Sevilla, Teatro de la Maestranza. 11 de Diciembre de 2004.

Tchaikovsky: Eugenio Onegin. Solistas: Sergey Murzaev (Onegin), Joanna Kozlowska (Tatiana), Sergei Kunaev (Lenski), Anna Kiknadze (Olga), Valentin Pivovarov (Gremin), Irina Tchisjakova (Larina), Mabel Perelstein (Filipievna), Emilio Sánchez (Triquet), Fernando Latorre (Zaretski), Alberto Arrabal (Capitán). Coro de la A. A. Del Teatro de la Maestranza. Dirección del coro: Gerard Talbot y Sylvia Mtchkrian. Real Orquesta Sinfónica de Sevilla. Dirección musical: Jacek Kaspszyk. Producción de la Ópera de Niza. Dirección de escena: Ruxandra Hagiù. Aforo: lleno.

        La función de Eugenio Onegin representada en Sevilla, con un curioso ratio 2,55:1 panorámico y presumiblemente anamórfico, ha puesto de manifiesto la actual realidad del Teatro de la Maestranza, convertido en el teatro provinciano con más aforo y mayor escenario de España. La agobiante escasez económica, plasmada en una programación anodina, cristalizó ayer en su inauguración en tres horas y veinticinco interminables minutos en los que este espectador acabó totalmente identificado con el aburrimiento que el protagonista de Pushkin manifiesta a lo largo de casi toda la obra.

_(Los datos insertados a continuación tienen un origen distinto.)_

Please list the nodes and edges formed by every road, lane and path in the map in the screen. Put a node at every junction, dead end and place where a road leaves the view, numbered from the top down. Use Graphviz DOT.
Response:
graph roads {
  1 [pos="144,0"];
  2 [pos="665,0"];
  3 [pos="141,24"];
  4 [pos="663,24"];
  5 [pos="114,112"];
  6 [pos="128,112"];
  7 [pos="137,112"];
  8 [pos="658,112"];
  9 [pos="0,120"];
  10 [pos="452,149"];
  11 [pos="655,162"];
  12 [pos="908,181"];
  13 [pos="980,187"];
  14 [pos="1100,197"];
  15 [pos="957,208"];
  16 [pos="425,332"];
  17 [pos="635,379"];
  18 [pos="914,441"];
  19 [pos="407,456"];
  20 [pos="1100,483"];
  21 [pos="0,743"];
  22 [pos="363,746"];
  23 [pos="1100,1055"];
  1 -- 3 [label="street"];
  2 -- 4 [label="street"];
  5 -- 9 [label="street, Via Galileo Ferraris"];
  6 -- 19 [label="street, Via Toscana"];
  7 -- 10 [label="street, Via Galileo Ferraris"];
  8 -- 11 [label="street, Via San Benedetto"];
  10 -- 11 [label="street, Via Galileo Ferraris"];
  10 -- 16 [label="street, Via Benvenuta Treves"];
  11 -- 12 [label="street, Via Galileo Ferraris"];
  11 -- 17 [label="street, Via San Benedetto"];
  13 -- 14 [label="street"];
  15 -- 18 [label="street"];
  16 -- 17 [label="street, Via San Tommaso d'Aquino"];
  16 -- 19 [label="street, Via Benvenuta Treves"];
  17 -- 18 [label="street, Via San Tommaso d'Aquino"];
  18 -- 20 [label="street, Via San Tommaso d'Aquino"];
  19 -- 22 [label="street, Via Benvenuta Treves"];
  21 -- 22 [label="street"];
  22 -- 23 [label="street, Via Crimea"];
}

Atrás quedaban la idea inicial de José Luis Castro de traer al Marinski de San Petersburgo para la primera ópera rusa de la nueva etapa lírica sevillana; el interés de Luigi Ferrari, su casi siempre ausente productor, por ampliar un repertorio muy reducido en estilos; el protagonismo de Carlos Álvarez, repitiendo en el escenario idóneo su interesante visión del indolente Onegin que nos interpretara en el extinto Festival de Ópera al aire libre de hace unos años; el ofrecimiento a Ismael Jordi para que se hiciese con el lírico y hermoso rol de Lenski; la estilizada y sensible producción de Glynderbourne dirigida por Graham Vick, cuya caída del cartel, cuando ya estaba presentada la programación (¡y mira que tardan en darla a la luz!) no fue explicada en la rueda de prensa de hace unos días por Pedro Halffter, a la sazón director del teatro y la orquesta (como Baremboin); y, en fin, el anunciado debut de Cristina Gallardo-Domas como Tatiana, suspendido poco antes del inicio de los ensayos por motivos de salud y que ha dejado fuera a uno de los pocos nombres de calidad que aparecían en el programa. Todo un cúmulo de vicisitudes que nos han conducido a la velada de ayer.  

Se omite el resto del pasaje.